Unfortunately i can't landscape close to the house right now, Zone 1 in permacultural language, which is where i will garden the most...but patience is required as it is still a construction site and will be for a while. No worries, we dug a heavenly bed for the asparagus, planted it and they are growing well, and next on my list is a raspberry and strawberry patch, as well as more fruit trees, though deer fencing is always an issue. More t-stakes and chicken wire for now. We also have a large area rototilled and planted with buckwheat, to get more organic matter into the soil, in an area we will plant with potatoes, beans, peas and a trial area for tomatoes - the sun is hot and long there compared to where we currently live a 10 minute walk away so we have high hopes for a big tomato patch. I dug up some carragana seedlings and moved them out there into their own nursery - this is another drought tolerant, nitrogen fixing, bee and hummingbird loving bush, which could be used as a living fence we hope. The deer will let us know eventually.

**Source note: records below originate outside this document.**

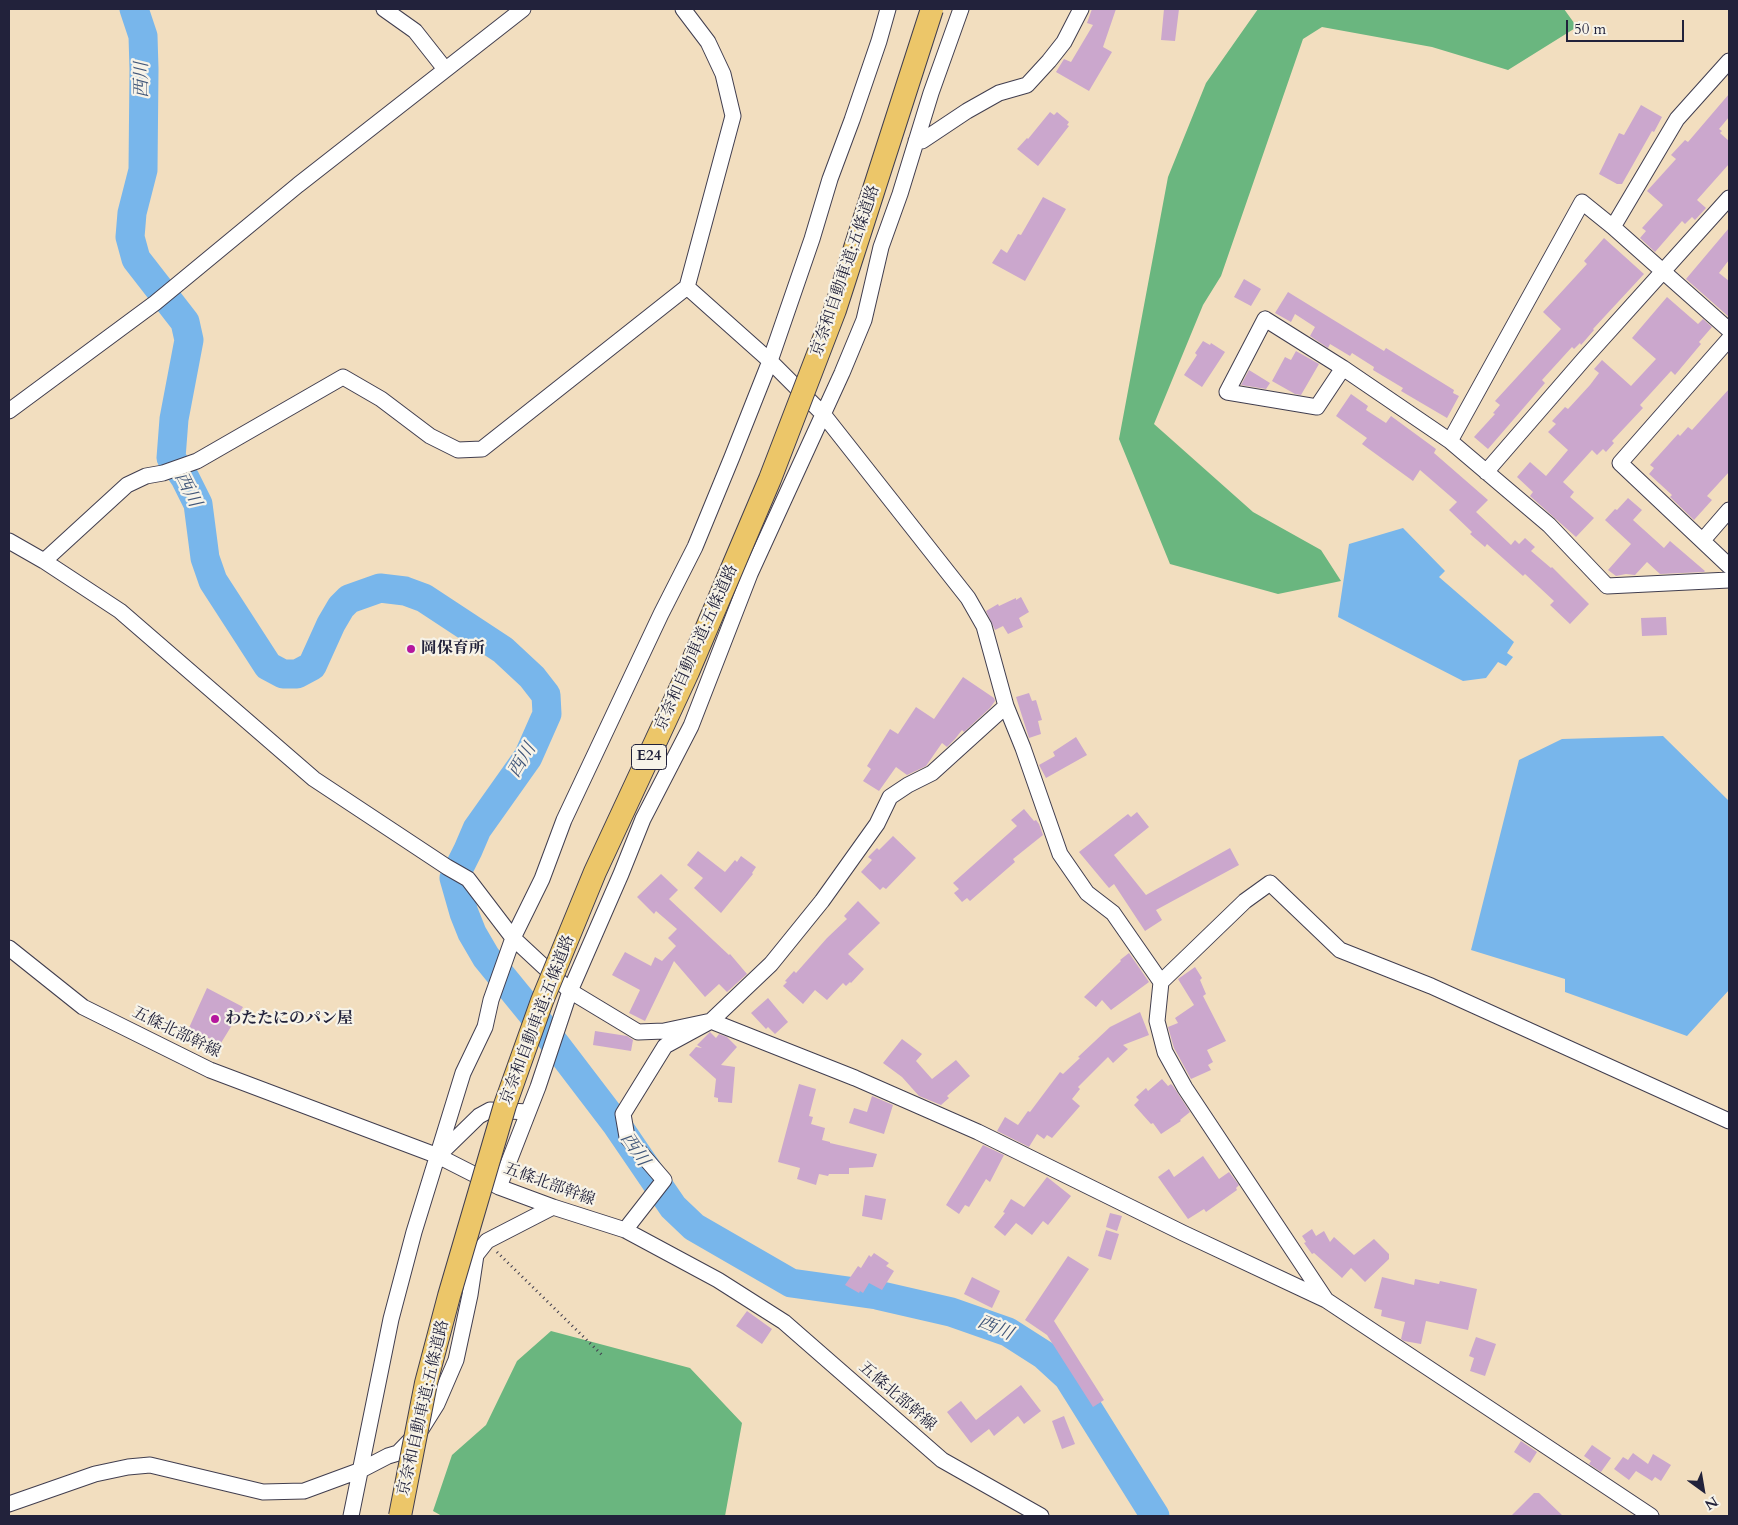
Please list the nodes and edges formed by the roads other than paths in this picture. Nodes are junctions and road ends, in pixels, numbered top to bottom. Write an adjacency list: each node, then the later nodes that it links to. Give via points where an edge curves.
1 (384, 9): 9 (street, via 415,31)
2 (523, 9): 9 (street)
3 (683, 9): 14 (street, via 708,42 723,74 733,116)
4 (888, 9): 17 (street)
5 (932, 9): 45 (highway, 京奈和自動車道;五條道路 / E24, bridge, via 835,310 790,426 688,672 595,872 542,1000 505,1105 449,1296 426,1384)
6 (960, 9): 10 (street)
7 (1081, 9): 10 (street, via 1064,42 1027,85 998,93 922,141)
8 (1729, 61): 12 (street, via 1677,119)
9 (446, 69): 19 (street, via 298,185 155,304)
10 (916, 141): 20 (street, via 881,247 864,320)
11 (1729, 198): 13 (street)
12 (1614, 227): 13 (street); 21 (street, via 1582,202)
13 (1663, 271): 15 (street); 22 (street)
14 (687, 287): 17 (street); 26 (street, via 482,449 458,450 430,436 381,399 344,377 197,461 127,485)
15 (1729, 330)
16 (1729, 339): 24 (street, via 1620,463)
17 (770, 360): 20 (street); 30 (street, via 695,547 568,812 542,879)
18 (1343, 368): 18 (street, via 1317,407 1227,392 1265,318); 21 (street)
19 (9, 411)
20 (823, 414): 29 (street, via 968,598 984,626); 33 (street, via 750,574 691,726 643,819)
21 (1450, 441): 22 (street)
22 (1486, 472): 28 (street, via 1549,525 1607,586)
23 (1729, 510): 24 (street)
24 (1703, 540): 27 (street)
25 (9, 541): 26 (street)
26 (44, 561): 30 (street, via 120,611 314,779 468,878)
27 (1729, 566)
28 (1729, 580)
29 (1006, 706): 32 (street, via 1060,854 1087,893 1113,913); 34 (street, via 932,773 890,797 876,824 822,901 771,964)
30 (513, 938): 33 (street); 37 (street, via 490,1000 485,1027 463,1073)
31 (9, 948): 37 (street, 五條北部幹線, via 83,1007 210,1070)
32 (1161, 982): 36 (street, via 1245,901 1270,883 1340,950 1431,986); 41 (street, via 1157,1021 1165,1052 1185,1088)
33 (570, 990): 34 (street, via 638,1032 664,1031); 35 (street)
34 (711, 1021): 40 (street, via 665,1046 623,1114 627,1137 664,1180); 41 (street, via 855,1078 978,1132)
35 (528, 1112): 37 (street, via 490,1110 479,1116); 38 (street)
36 (1729, 1122)
37 (438, 1156): 38 (street, 五條北部幹線); 42 (street, via 391,1319)
38 (500, 1187): 39 (street, 五條北部幹線)
39 (553, 1207): 40 (street, 五條北部幹線); 42 (street, via 487,1242 476,1255 456,1360 437,1404 422,1428 398,1453)
40 (625, 1230): 46 (street, 五條北部幹線, via 718,1280 784,1322 942,1460)
41 (1326, 1300): 47 (street)
42 (361, 1470): 43 (street, via 304,1491 263,1492 150,1465 128,1467 94,1474); 44 (street)
43 (9, 1504)
44 (352, 1516)
45 (400, 1516)
46 (1041, 1516)
47 (1651, 1516)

Meanwhile, we (that is us with the generous help of our WWOOFers) are growing some food right by our current dwelling, and growing root crops such as garlic, onions (sweet and storage), beets, with our neighbour who lives within laughing distance. This includes a 50 or so variety potato patch (that's reduced from 70 varieties!). My herb business flourishes and keeps me on my toes: here is a quick list of the herbs we have harvested so far this year, either from the wild or from our gardens here, in no particular order: arnica, raspberry leaf, yarrow, mint, anise hyssop, chamomile, calendula, plantain, oregon grape leaf and root, lemon catnip, monarda, johnny jump ups, roses, st. john's wort, vervain, horsetail, alfalfa, dandelion, chickweed. Oils and tinctures are infusing and being pressed on a regular basis. We've blended teas, made some new ones, made the Seven Herb Healing Salve, Hard Working Hands Salve, Baby Balm, Belly Balm, mixed batches of Mineral Mix, blended aromatherapy facial mists/room sprays, made bath bombs, bath salts and blended tincture formulas. Orders come in and the products go out...there is a constant buzz in the herb room with things in various degrees of dryness, boxes of products to be labelled on a rainy day, etc.

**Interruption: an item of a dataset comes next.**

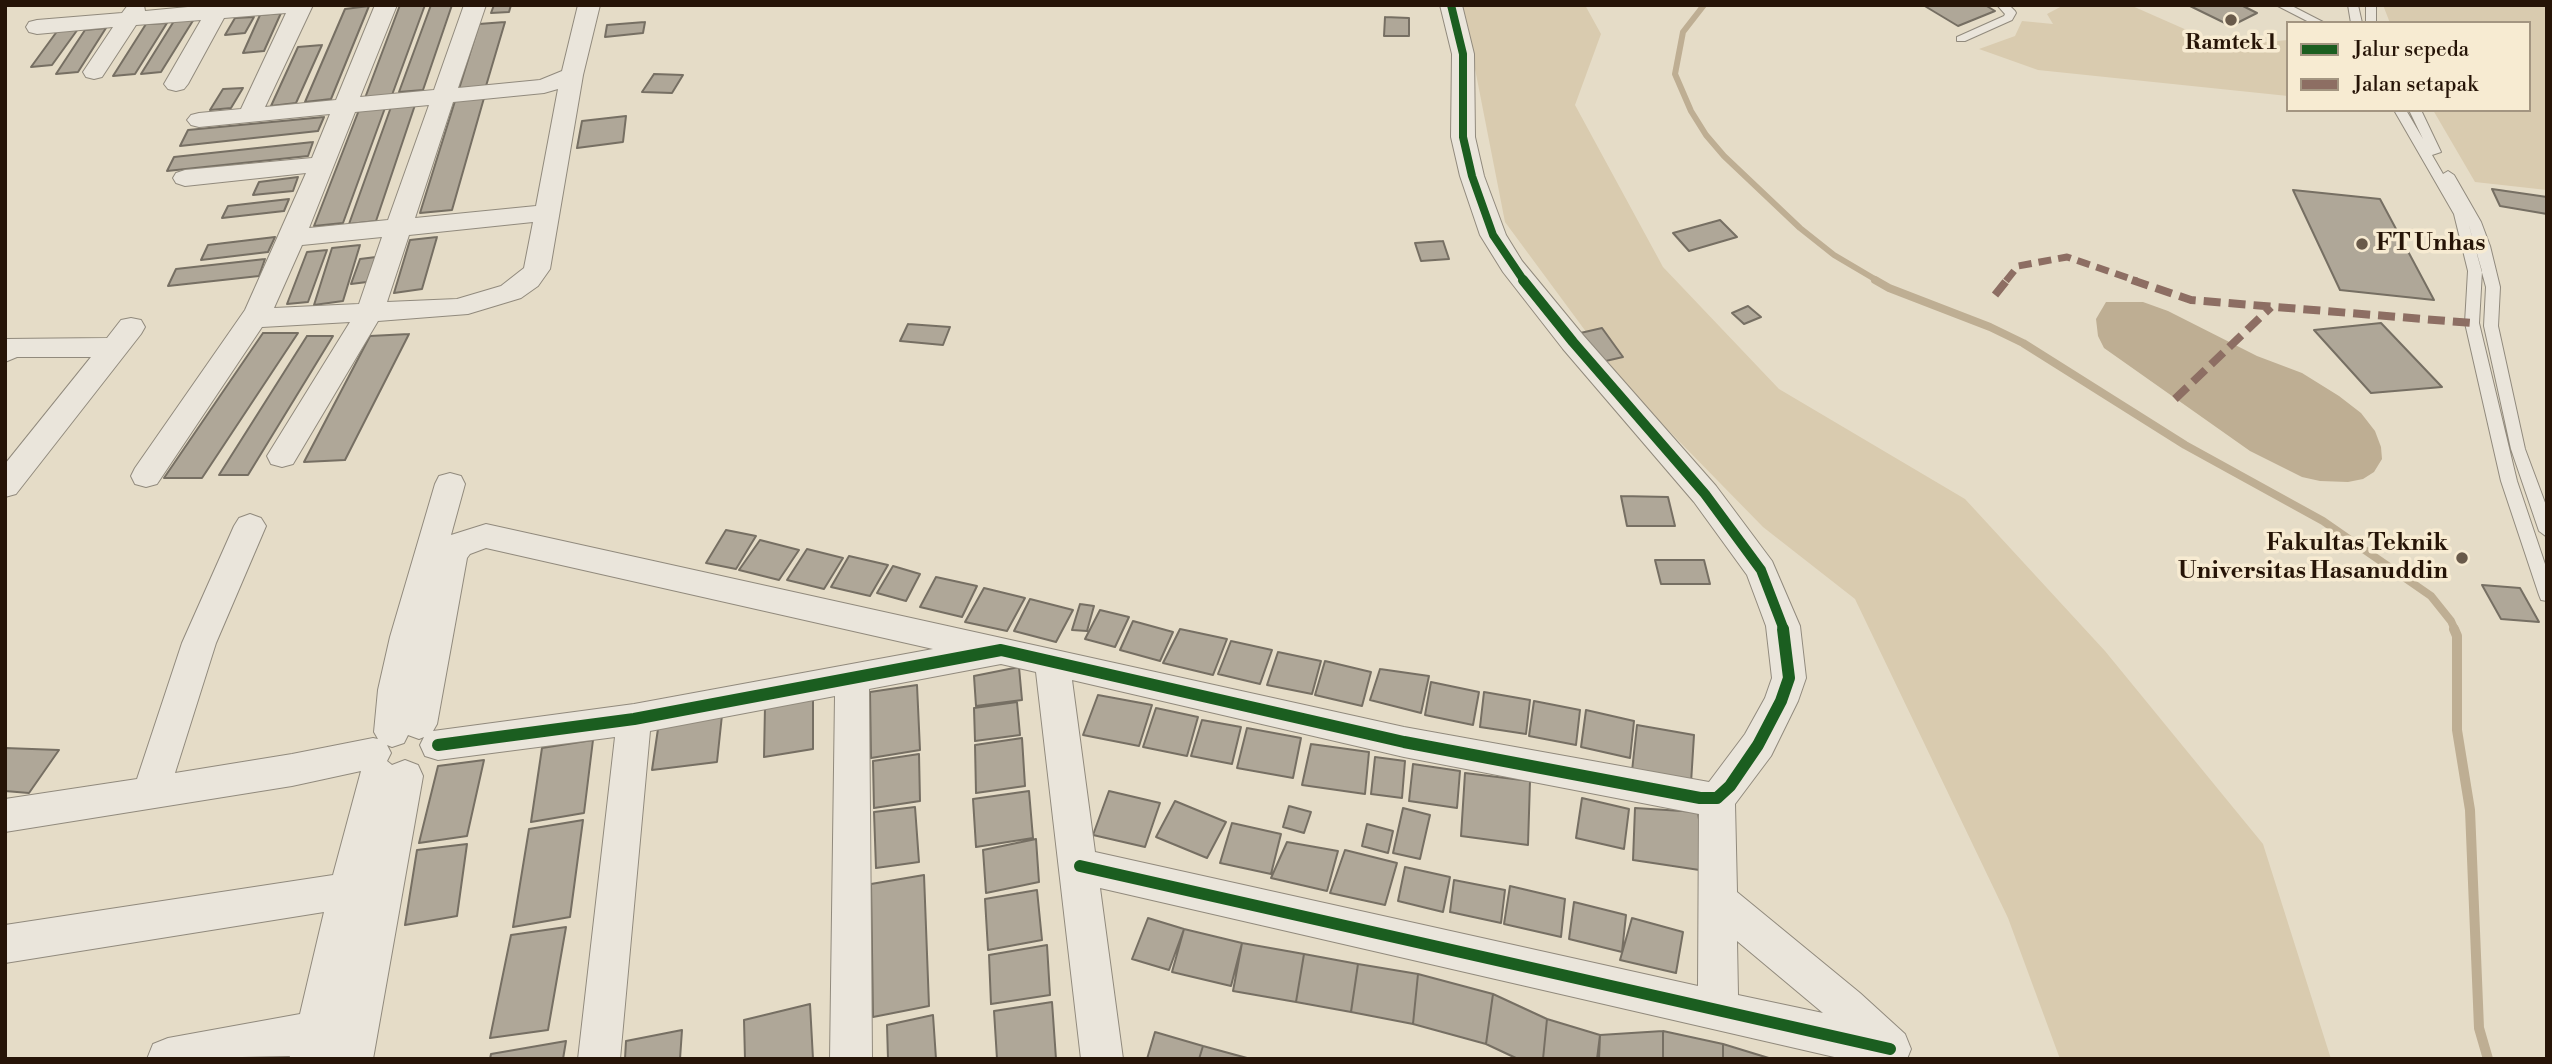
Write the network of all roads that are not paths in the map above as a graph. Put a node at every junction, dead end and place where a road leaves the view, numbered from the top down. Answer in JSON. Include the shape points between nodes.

Other harvesting so far this year includes picking wild saskatoons, black caps, hooshum or soap berries, and domestic Queen Anne, sour and black cherries. I have made a makeshift solar dryer using metal shelves from old fridges, and plan to build a wooden box with a glass cover so as to avoid the plastic trays commonly used in dehydrators.

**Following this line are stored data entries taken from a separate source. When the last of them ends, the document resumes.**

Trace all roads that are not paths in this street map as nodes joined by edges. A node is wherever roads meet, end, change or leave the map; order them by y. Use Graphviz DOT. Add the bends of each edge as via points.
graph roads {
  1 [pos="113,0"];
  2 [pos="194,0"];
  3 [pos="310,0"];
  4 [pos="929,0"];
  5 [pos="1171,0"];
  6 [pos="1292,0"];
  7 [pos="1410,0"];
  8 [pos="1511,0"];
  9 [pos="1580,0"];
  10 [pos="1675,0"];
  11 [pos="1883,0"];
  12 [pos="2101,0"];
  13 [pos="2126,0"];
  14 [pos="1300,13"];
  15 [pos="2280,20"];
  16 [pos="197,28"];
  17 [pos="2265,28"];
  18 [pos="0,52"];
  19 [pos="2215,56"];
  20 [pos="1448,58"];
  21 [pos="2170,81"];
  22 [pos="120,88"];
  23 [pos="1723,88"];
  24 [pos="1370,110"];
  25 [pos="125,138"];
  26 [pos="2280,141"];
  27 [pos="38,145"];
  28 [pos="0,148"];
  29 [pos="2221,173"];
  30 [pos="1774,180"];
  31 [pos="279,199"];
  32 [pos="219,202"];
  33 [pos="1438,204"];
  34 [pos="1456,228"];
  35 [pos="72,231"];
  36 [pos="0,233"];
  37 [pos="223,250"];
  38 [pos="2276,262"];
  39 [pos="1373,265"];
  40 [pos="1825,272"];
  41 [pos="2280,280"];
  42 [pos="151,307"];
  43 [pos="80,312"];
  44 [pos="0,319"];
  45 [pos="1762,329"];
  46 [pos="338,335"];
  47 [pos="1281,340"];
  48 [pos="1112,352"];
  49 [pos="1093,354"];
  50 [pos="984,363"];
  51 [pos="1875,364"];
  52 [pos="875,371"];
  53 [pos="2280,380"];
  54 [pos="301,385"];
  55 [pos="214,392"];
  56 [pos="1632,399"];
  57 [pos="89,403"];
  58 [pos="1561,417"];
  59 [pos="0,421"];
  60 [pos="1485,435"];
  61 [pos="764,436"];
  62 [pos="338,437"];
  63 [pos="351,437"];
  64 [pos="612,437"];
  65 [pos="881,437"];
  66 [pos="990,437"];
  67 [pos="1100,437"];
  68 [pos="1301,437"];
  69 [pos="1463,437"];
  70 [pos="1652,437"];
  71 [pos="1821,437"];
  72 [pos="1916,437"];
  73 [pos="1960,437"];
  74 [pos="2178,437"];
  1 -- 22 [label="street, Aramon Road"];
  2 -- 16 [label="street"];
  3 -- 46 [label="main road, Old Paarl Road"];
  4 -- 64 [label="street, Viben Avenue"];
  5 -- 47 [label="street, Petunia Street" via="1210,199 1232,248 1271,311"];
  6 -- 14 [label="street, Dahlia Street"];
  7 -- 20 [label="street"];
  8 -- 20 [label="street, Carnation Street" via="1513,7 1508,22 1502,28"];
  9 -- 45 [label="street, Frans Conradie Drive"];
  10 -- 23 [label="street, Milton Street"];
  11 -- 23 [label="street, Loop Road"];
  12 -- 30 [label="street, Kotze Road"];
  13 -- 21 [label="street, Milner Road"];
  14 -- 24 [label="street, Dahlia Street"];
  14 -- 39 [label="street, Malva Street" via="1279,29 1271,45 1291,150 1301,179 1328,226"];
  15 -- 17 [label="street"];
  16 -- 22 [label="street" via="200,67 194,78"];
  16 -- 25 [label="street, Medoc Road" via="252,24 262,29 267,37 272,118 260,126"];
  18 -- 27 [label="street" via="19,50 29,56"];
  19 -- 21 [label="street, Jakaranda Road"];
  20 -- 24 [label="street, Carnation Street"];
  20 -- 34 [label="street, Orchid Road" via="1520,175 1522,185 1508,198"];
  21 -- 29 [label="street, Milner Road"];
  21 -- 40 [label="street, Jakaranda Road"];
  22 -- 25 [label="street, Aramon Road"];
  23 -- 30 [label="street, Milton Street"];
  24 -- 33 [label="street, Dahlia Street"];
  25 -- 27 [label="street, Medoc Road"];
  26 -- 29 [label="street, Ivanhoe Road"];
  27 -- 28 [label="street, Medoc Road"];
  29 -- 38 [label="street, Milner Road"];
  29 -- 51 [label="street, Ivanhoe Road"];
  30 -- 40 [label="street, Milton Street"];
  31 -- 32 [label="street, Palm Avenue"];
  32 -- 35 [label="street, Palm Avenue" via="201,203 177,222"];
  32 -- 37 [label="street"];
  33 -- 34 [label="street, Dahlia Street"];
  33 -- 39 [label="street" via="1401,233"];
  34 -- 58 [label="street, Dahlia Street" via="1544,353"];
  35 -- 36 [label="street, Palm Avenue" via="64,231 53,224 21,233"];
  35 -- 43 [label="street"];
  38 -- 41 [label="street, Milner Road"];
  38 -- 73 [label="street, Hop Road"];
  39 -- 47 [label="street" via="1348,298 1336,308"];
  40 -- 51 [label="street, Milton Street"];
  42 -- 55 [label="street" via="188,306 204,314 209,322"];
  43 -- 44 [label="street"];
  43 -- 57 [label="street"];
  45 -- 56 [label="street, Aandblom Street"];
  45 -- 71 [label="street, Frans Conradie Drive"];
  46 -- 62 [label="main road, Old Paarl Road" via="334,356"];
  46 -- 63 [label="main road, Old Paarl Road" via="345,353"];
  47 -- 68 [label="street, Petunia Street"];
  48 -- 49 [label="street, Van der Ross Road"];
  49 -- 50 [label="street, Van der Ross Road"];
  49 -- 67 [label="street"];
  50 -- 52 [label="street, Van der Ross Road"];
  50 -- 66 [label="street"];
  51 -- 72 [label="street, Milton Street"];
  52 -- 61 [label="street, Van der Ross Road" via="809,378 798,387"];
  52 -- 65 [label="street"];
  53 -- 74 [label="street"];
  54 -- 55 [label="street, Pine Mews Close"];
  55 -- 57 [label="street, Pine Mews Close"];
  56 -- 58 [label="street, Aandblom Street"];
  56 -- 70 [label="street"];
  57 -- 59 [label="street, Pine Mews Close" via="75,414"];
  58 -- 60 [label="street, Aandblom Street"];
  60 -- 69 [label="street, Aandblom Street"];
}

We have another WWOOFer coming soon who has an affinity for woodworking, as well as a friend of a friend and then that friend coming also to help us get more work done on the house. Phew!
We cannot say enough how much we appreciate these helpers coming here - not only have they traveled from all directions, and help us with all (well, most) aspects of our lives including playing with our son when we're trying to cook supper, or grooming Mandy, taking the compost out, or helping with the bottomless pit of dishes, but they also offer us a fresh vision, a new perspective, with their eyes seeing our place for the first time, and its been wonderful to have them not only meet our expectations, but exceed them.
I can only thank them profusely and hope that their experience here will prove to be a gift in itself for them.